▶ [EXERCISE DETAILS] Would you give all of the records again, exactly as they read?

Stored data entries

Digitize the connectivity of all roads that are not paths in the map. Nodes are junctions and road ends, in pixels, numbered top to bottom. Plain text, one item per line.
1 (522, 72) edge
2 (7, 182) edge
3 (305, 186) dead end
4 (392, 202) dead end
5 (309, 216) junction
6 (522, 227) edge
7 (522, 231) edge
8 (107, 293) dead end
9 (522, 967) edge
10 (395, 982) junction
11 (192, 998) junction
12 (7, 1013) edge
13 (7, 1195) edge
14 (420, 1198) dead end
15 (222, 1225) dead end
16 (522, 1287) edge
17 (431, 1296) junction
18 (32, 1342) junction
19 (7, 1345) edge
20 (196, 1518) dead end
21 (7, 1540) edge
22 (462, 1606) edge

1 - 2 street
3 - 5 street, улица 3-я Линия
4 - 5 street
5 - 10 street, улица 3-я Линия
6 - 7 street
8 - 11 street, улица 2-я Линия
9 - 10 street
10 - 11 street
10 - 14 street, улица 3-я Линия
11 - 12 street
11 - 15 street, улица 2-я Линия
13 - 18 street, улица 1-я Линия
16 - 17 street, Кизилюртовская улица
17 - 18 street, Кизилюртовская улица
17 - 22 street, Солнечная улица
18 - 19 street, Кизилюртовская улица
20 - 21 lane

▶ [REPLY]
Digitize the connectivity of all roads that are not paths in the map. Nodes are junctions and road ends, in pixels, numbered top to bottom. Plain text, one item per line.
1 (522, 72) edge
2 (7, 182) edge
3 (305, 186) dead end
4 (392, 202) dead end
5 (309, 216) junction
6 (522, 227) edge
7 (522, 231) edge
8 (107, 293) dead end
9 (522, 967) edge
10 (395, 982) junction
11 (192, 998) junction
12 (7, 1013) edge
13 (7, 1195) edge
14 (420, 1198) dead end
15 (222, 1225) dead end
16 (522, 1287) edge
17 (431, 1296) junction
18 (32, 1342) junction
19 (7, 1345) edge
20 (196, 1518) dead end
21 (7, 1540) edge
22 (462, 1606) edge

1 - 2 street
3 - 5 street, улица 3-я Линия
4 - 5 street
5 - 10 street, улица 3-я Линия
6 - 7 street
8 - 11 street, улица 2-я Линия
9 - 10 street
10 - 11 street
10 - 14 street, улица 3-я Линия
11 - 12 street
11 - 15 street, улица 2-я Линия
13 - 18 street, улица 1-я Линия
16 - 17 street, Кизилюртовская улица
17 - 18 street, Кизилюртовская улица
17 - 22 street, Солнечная улица
18 - 19 street, Кизилюртовская улица
20 - 21 lane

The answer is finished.